- [EXERCISE GOAL] Output every entry exactly, without any pictures.
------ DATA FOR THIS TASK
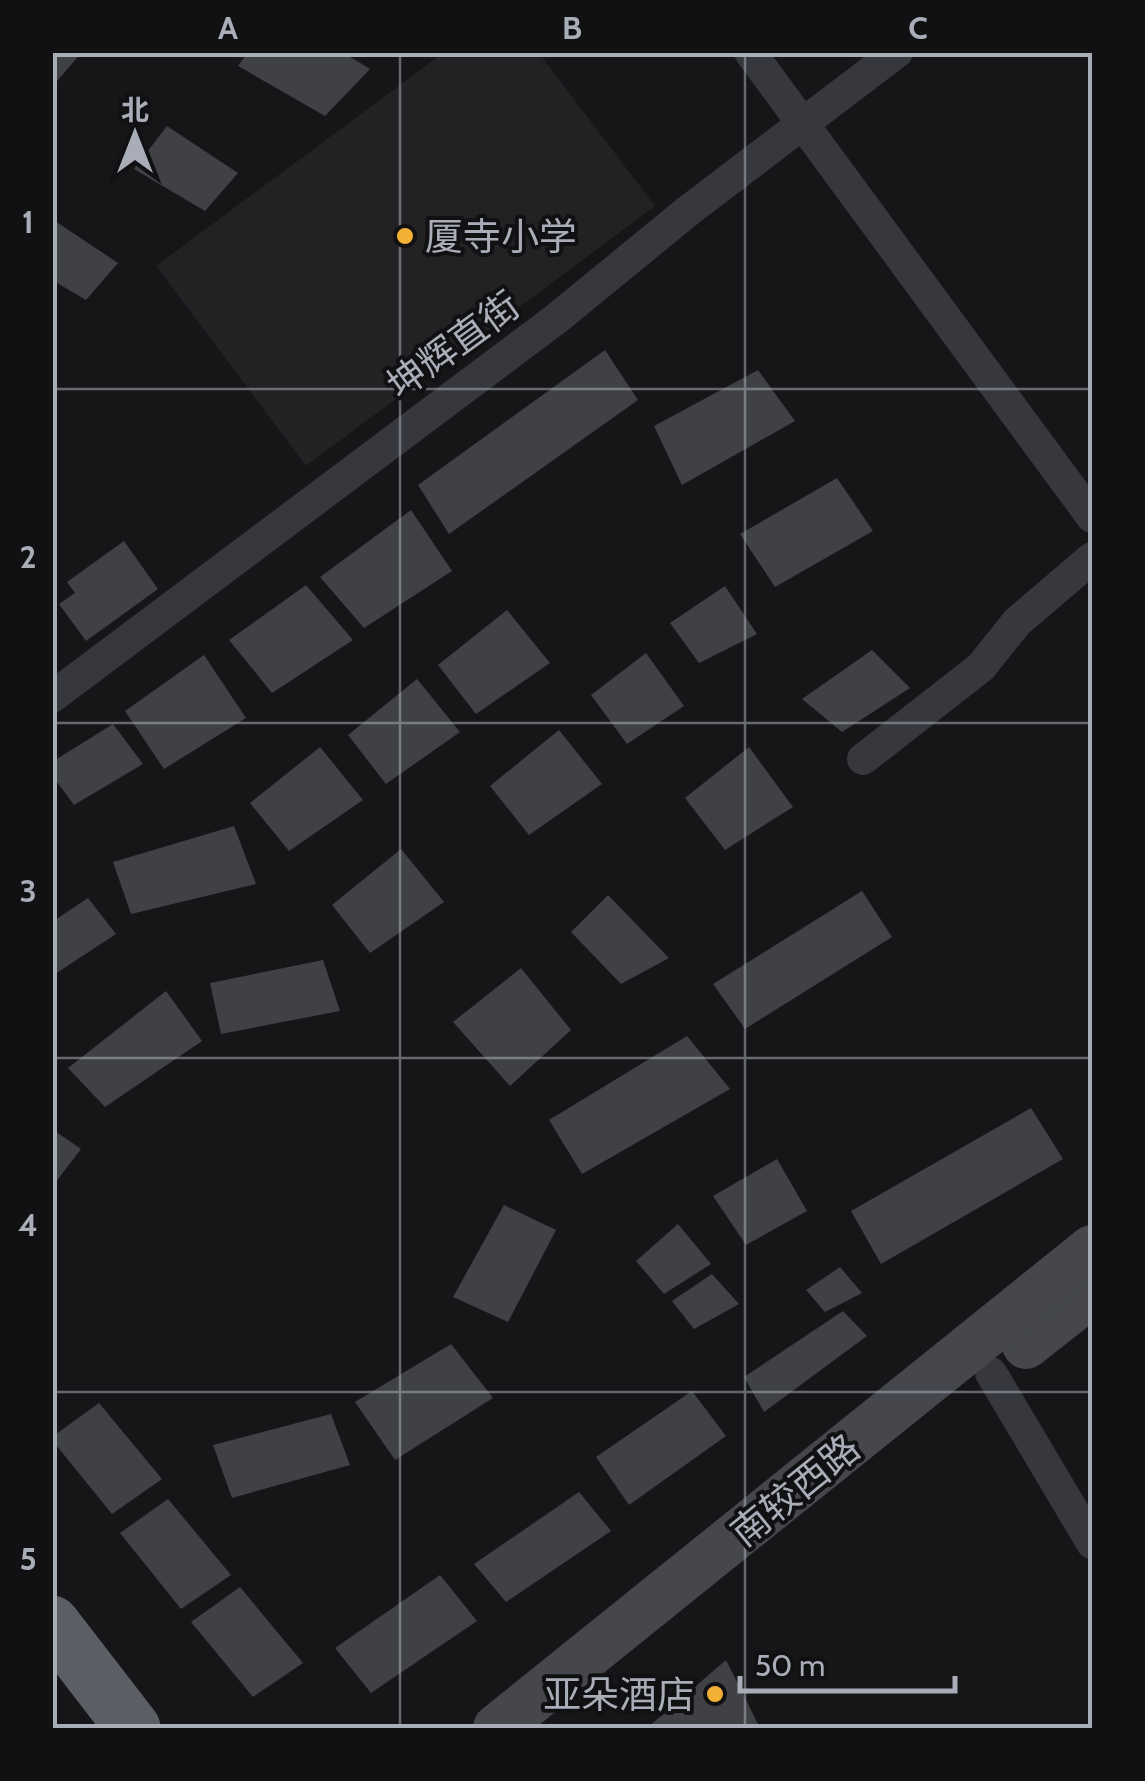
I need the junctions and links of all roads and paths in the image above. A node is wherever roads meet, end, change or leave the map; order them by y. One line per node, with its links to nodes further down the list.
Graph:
1 (750, 52): 3 (street)
2 (896, 52): 3 (street, 坤辉直街)
3 (802, 124): 4 (street); 6 (street, 坤辉直街)
4 (1092, 516)
5 (1092, 558): 7 (street)
6 (52, 697)
7 (863, 759)
8 (1092, 1249): 14 (main road, 南较西路)
9 (1092, 1292): 10 (main road, 南较西路)
10 (991, 1373): 11 (street); 15 (main road, 南较西路)
11 (1092, 1543)
12 (52, 1623): 13 (highway)
13 (132, 1728)
14 (497, 1728)
15 (548, 1728)

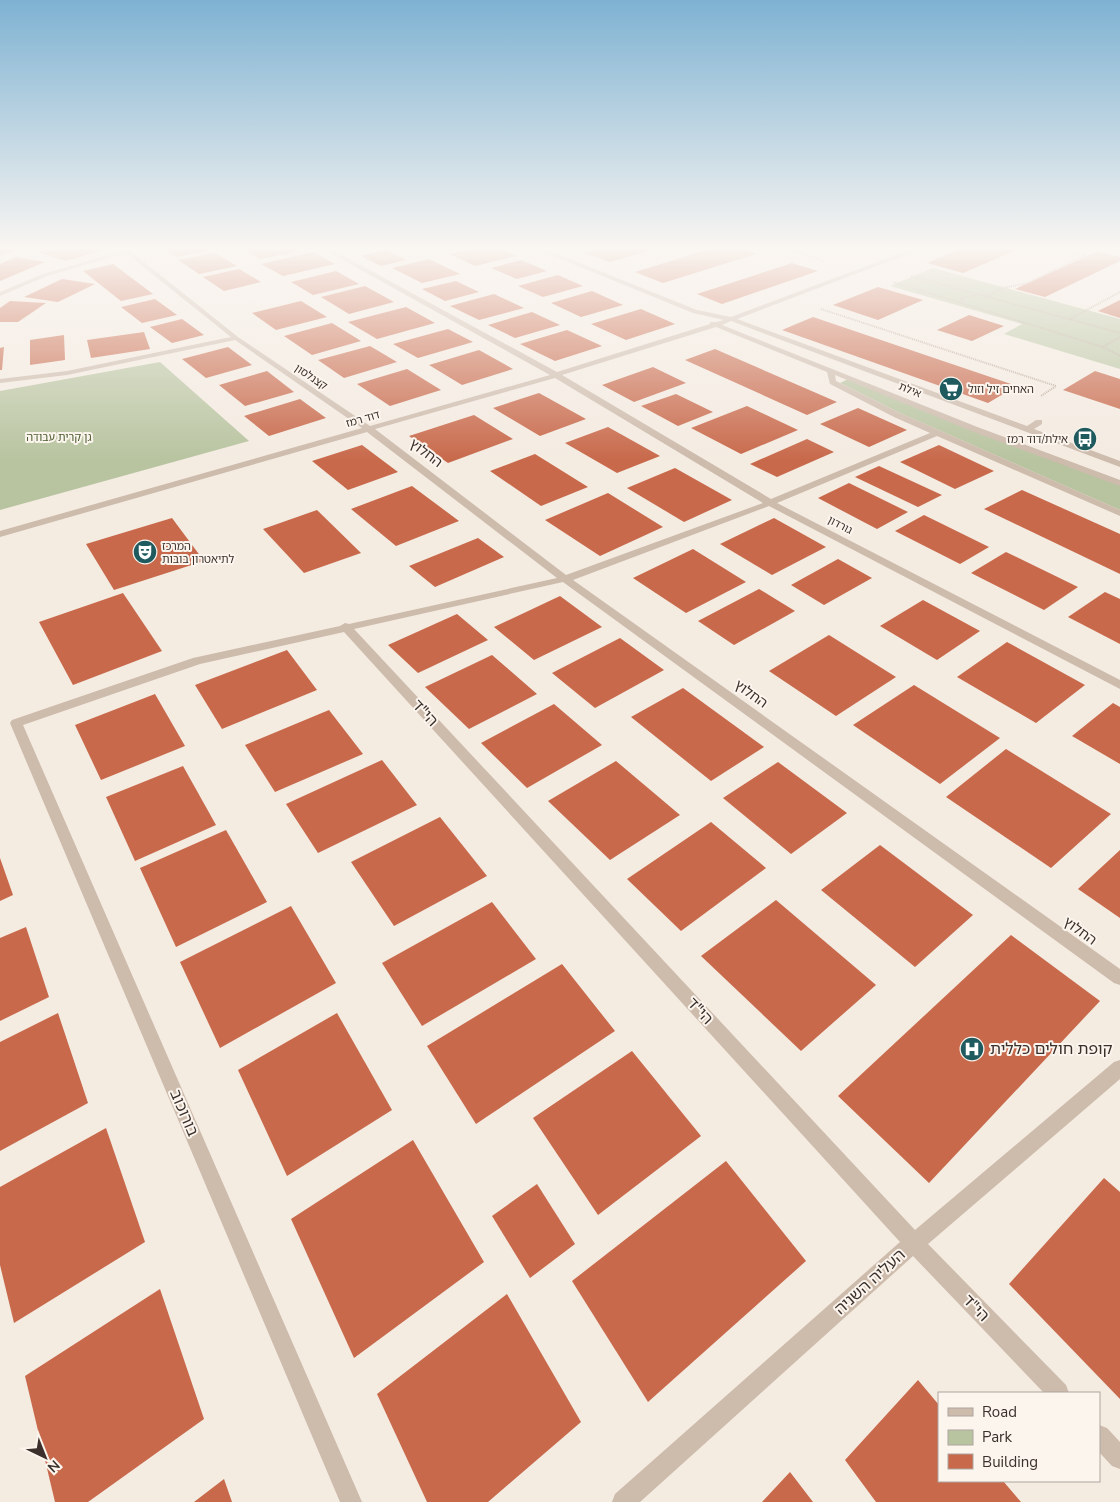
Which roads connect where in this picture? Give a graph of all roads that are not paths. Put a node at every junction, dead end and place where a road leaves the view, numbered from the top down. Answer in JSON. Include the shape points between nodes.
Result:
{"nodes":[{"id":1,"x":212,"y":319,"type":"edge"},
{"id":2,"x":454,"y":319,"type":"edge"},
{"id":3,"x":706,"y":319,"type":"edge"},
{"id":4,"x":731,"y":319,"type":"joint"},
{"id":5,"x":715,"y":325,"type":"junction"},
{"id":6,"x":236,"y":338,"type":"junction"},
{"id":7,"x":830,"y":370,"type":"junction"},
{"id":8,"x":556,"y":375,"type":"junction"},
{"id":9,"x":0,"y":381,"type":"edge"},
{"id":10,"x":1039,"y":422,"type":"dead end"},
{"id":11,"x":369,"y":429,"type":"junction"},
{"id":12,"x":1027,"y":430,"type":"junction"},
{"id":13,"x":936,"y":432,"type":"junction"},
{"id":14,"x":1120,"y":464,"type":"edge"},
{"id":15,"x":1120,"y":483,"type":"edge"},
{"id":16,"x":770,"y":503,"type":"junction"},
{"id":17,"x":1120,"y":513,"type":"edge"},
{"id":18,"x":0,"y":534,"type":"edge"},
{"id":19,"x":565,"y":579,"type":"junction"},
{"id":20,"x":345,"y":626,"type":"junction"},
{"id":21,"x":1120,"y":685,"type":"edge"},
{"id":22,"x":1120,"y":978,"type":"edge"},
{"id":23,"x":1120,"y":1068,"type":"edge"},
{"id":24,"x":914,"y":1243,"type":"junction"},
{"id":25,"x":1057,"y":1392,"type":"edge"},
{"id":26,"x":1100,"y":1437,"type":"edge"},
{"id":27,"x":1120,"y":1458,"type":"edge"},
{"id":28,"x":351,"y":1502,"type":"edge"},
{"id":29,"x":624,"y":1502,"type":"edge"}],
"edges":[{"from":1,"to":6,"type":"street","name":"קצנלסון"},
{"from":2,"to":8,"type":"street","name":"גורדון"},
{"from":3,"to":5,"type":"street","name":"אילת"},
{"from":4,"to":5,"type":"street","name":"דוד רמז"},
{"from":4,"to":12,"type":"street","name":"אילת"},
{"from":5,"to":7,"type":"street","name":"אילת"},
{"from":5,"to":8,"type":"street","name":"דוד רמז"},
{"from":6,"to":9,"type":"street","via":[[67,373]]},
{"from":6,"to":11,"type":"street","name":"קצנלסון"},
{"from":7,"to":13,"type":"street","via":[[833,382]]},
{"from":7,"to":15,"type":"street","name":"אילת"},
{"from":8,"to":11,"type":"street","name":"דוד רמז"},
{"from":8,"to":16,"type":"street","name":"גורדון"},
{"from":10,"to":12,"type":"street"},
{"from":11,"to":18,"type":"street","name":"דוד רמז"},
{"from":11,"to":19,"type":"street","name":"החלוץ"},
{"from":12,"to":14,"type":"street","name":"אילת"},
{"from":13,"to":16,"type":"street"},
{"from":13,"to":17,"type":"street"},
{"from":16,"to":19,"type":"street"},
{"from":16,"to":21,"type":"street","name":"גורדון"},
{"from":19,"to":20,"type":"street"},
{"from":19,"to":22,"type":"street","name":"החלוץ"},
{"from":20,"to":24,"type":"street","name":"הי\"ד"},
{"from":20,"to":28,"type":"street","name":"בורוכוב","via":[[197,661],[16,723]]},
{"from":23,"to":24,"type":"street","name":"העליה השניה"},
{"from":24,"to":25,"type":"street","name":"הי\"ד"},
{"from":24,"to":29,"type":"street","name":"העליה השניה"},
{"from":26,"to":27,"type":"street"}]}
------------
- [SOLUTION TO THIS EXERCISE]
I need the junctions and links of all roads and paths in the image above. A node is wherever roads meet, end, change or leave the map; order them by y. One line per node, with its links to nodes further down the list.
Graph:
1 (750, 52): 3 (street)
2 (896, 52): 3 (street, 坤辉直街)
3 (802, 124): 4 (street); 6 (street, 坤辉直街)
4 (1092, 516)
5 (1092, 558): 7 (street)
6 (52, 697)
7 (863, 759)
8 (1092, 1249): 14 (main road, 南较西路)
9 (1092, 1292): 10 (main road, 南较西路)
10 (991, 1373): 11 (street); 15 (main road, 南较西路)
11 (1092, 1543)
12 (52, 1623): 13 (highway)
13 (132, 1728)
14 (497, 1728)
15 (548, 1728)

Which roads connect where in this picture? Give a graph of all roads that are not paths. Put a node at every junction, dead end and place where a road leaves the view, numbered from the top down. Answer in JSON. Include the shape points between nodes.
Result:
{"nodes":[{"id":1,"x":212,"y":319,"type":"edge"},
{"id":2,"x":454,"y":319,"type":"edge"},
{"id":3,"x":706,"y":319,"type":"edge"},
{"id":4,"x":731,"y":319,"type":"joint"},
{"id":5,"x":715,"y":325,"type":"junction"},
{"id":6,"x":236,"y":338,"type":"junction"},
{"id":7,"x":830,"y":370,"type":"junction"},
{"id":8,"x":556,"y":375,"type":"junction"},
{"id":9,"x":0,"y":381,"type":"edge"},
{"id":10,"x":1039,"y":422,"type":"dead end"},
{"id":11,"x":369,"y":429,"type":"junction"},
{"id":12,"x":1027,"y":430,"type":"junction"},
{"id":13,"x":936,"y":432,"type":"junction"},
{"id":14,"x":1120,"y":464,"type":"edge"},
{"id":15,"x":1120,"y":483,"type":"edge"},
{"id":16,"x":770,"y":503,"type":"junction"},
{"id":17,"x":1120,"y":513,"type":"edge"},
{"id":18,"x":0,"y":534,"type":"edge"},
{"id":19,"x":565,"y":579,"type":"junction"},
{"id":20,"x":345,"y":626,"type":"junction"},
{"id":21,"x":1120,"y":685,"type":"edge"},
{"id":22,"x":1120,"y":978,"type":"edge"},
{"id":23,"x":1120,"y":1068,"type":"edge"},
{"id":24,"x":914,"y":1243,"type":"junction"},
{"id":25,"x":1057,"y":1392,"type":"edge"},
{"id":26,"x":1100,"y":1437,"type":"edge"},
{"id":27,"x":1120,"y":1458,"type":"edge"},
{"id":28,"x":351,"y":1502,"type":"edge"},
{"id":29,"x":624,"y":1502,"type":"edge"}],
"edges":[{"from":1,"to":6,"type":"street","name":"קצנלסון"},
{"from":2,"to":8,"type":"street","name":"גורדון"},
{"from":3,"to":5,"type":"street","name":"אילת"},
{"from":4,"to":5,"type":"street","name":"דוד רמז"},
{"from":4,"to":12,"type":"street","name":"אילת"},
{"from":5,"to":7,"type":"street","name":"אילת"},
{"from":5,"to":8,"type":"street","name":"דוד רמז"},
{"from":6,"to":9,"type":"street","via":[[67,373]]},
{"from":6,"to":11,"type":"street","name":"קצנלסון"},
{"from":7,"to":13,"type":"street","via":[[833,382]]},
{"from":7,"to":15,"type":"street","name":"אילת"},
{"from":8,"to":11,"type":"street","name":"דוד רמז"},
{"from":8,"to":16,"type":"street","name":"גורדון"},
{"from":10,"to":12,"type":"street"},
{"from":11,"to":18,"type":"street","name":"דוד רמז"},
{"from":11,"to":19,"type":"street","name":"החלוץ"},
{"from":12,"to":14,"type":"street","name":"אילת"},
{"from":13,"to":16,"type":"street"},
{"from":13,"to":17,"type":"street"},
{"from":16,"to":19,"type":"street"},
{"from":16,"to":21,"type":"street","name":"גורדון"},
{"from":19,"to":20,"type":"street"},
{"from":19,"to":22,"type":"street","name":"החלוץ"},
{"from":20,"to":24,"type":"street","name":"הי\"ד"},
{"from":20,"to":28,"type":"street","name":"בורוכוב","via":[[197,661],[16,723]]},
{"from":23,"to":24,"type":"street","name":"העליה השניה"},
{"from":24,"to":25,"type":"street","name":"הי\"ד"},
{"from":24,"to":29,"type":"street","name":"העליה השניה"},
{"from":26,"to":27,"type":"street"}]}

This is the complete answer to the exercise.